A Resolução - RDC nº 259, de 2002 aprova o Regulamento Técnico para Rotulagem de Alimentos Embalados. Ela também estabelece que os alimentos embalados não devem ser descritos ou apresentar rótulo que: utilize vocábulos, sinais, denominações, símbolos, emblemas, ilustrações ou outras representações gráficas que possam tornar a informação falsa, incorreta, insuficiente, ou que possa induzir o consumidor a equívoco, erro, confusão ou engano, em relação à verdadeira natureza, composição, procedência, tipo, qualidade, quantidade, validade, rendimento ou forma de uso do alimento.

A Resolução - RDC Nº 269, de 2005 aprova o Regulamento Técnico sobre a Ingestão Diária Recomendada (IDR) de Proteínas, Vitaminas e Minerais. Segundo a RDC, a recomendação diária para a ingestão de cálcio é de 1000 mg/dia para adultos, 1200 mg/dia para gestantes e de 300 a 700 mg/dia para crianças de 0 a 10 anos.
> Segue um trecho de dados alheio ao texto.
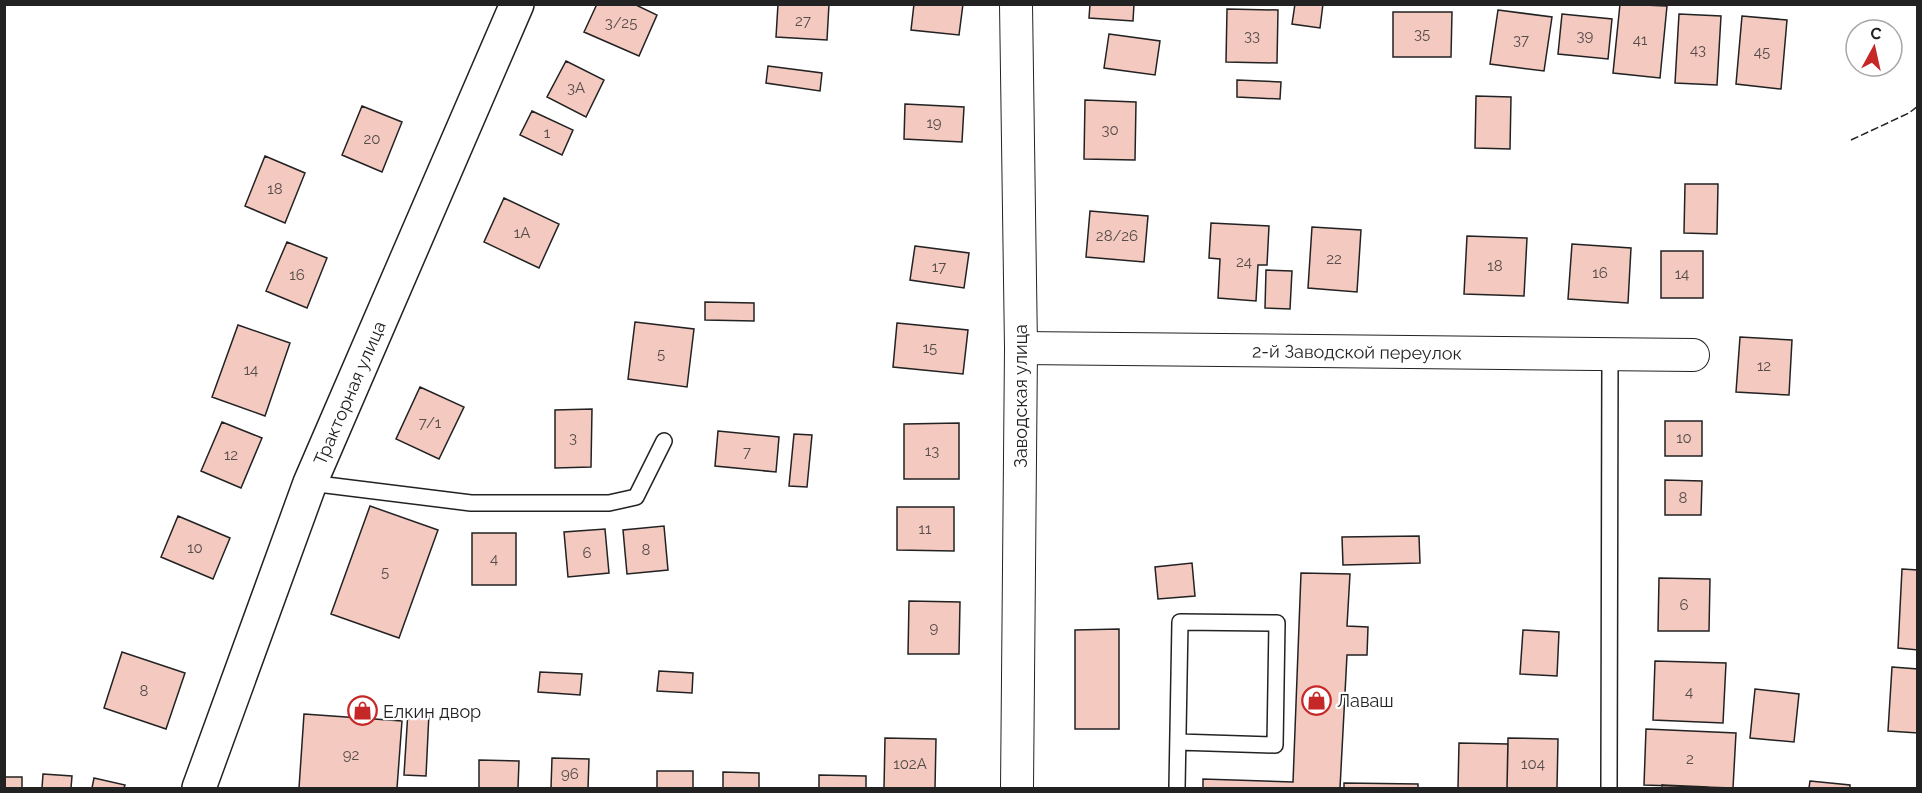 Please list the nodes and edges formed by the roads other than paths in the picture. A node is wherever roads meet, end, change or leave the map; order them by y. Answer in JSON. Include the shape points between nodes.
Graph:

Fundamentos Bromatológicos e Discussão



Baseado na legislação vigente no Brasil (ex.: Resolução 269 de 2005) podemos concluir que as recomendações de cálcio são diferentes para cada indivíduo. Então, dependendo da idade e das condições de um indivíduo, ele irá necessitar de uma dieta com mais ou menos cálcio, portanto um produto não pode afirmar suprir a necessidade de cálcio de todo e qualquer organismo, já que suas recomendações são diferentes.

Outro ponto a ser comentado é que o intestino absorve apenas cerca de 500 mg de cálcio por vez, com isso se o consumidor ingerir duas porções do produto simultaneamente, totalizando as 1000 mg deste íon, a absorção não será efetiva.

É importante notar também que a mídia que é feita em torno do produto transmite a idéia de que este tipo de suplemento alimentar é necessário na população como um todo. No entanto, não existem registros epidemiológicos nutricionais indicando a carência deste nutriente no público alvo, ou qualquer dado que justifique sua ingestão.

Se com apenas duas porções do produto em questão o indivíduo, teoricamente, alcança as recomendações de ingestão diária de cálcio, então o que fazer com o cálcio naturalmente presente na alimentação do brasileiro?

O próprio site da Nestlé que anuncia a linha Molico Total Cácio indica que uma fatia de 30g de queijo minas fornece 17% do cálcio diário. Uma de mussarela, 15%. Uma colher de requeijão (20g), 5%. Um copo de leite desnatado (200ml), 27%. Um de leite integral, 25%. Um de iogurte natural, 29%.

Assim, A mídia que envolve o produto não leva em consideração o cálcio naturalmente proveniente da dieta e que, na realidade, é capaz de fornecer o montante necessário deste nutriente sem que seja necessária a suplementação.

É valido acrescentar que um copo de leite de 200 ml fornece 240 mg de cálcio em média, um copo de iogurte natural contém 290mg; de coalhada, até 400 mg e uma fatia de queijo ( de 40 a 50 gramas) oferece de 230 a 250 mg de cálcio. Brócolis, couve e sardinha também são exemplos de boas fontes do mesmo.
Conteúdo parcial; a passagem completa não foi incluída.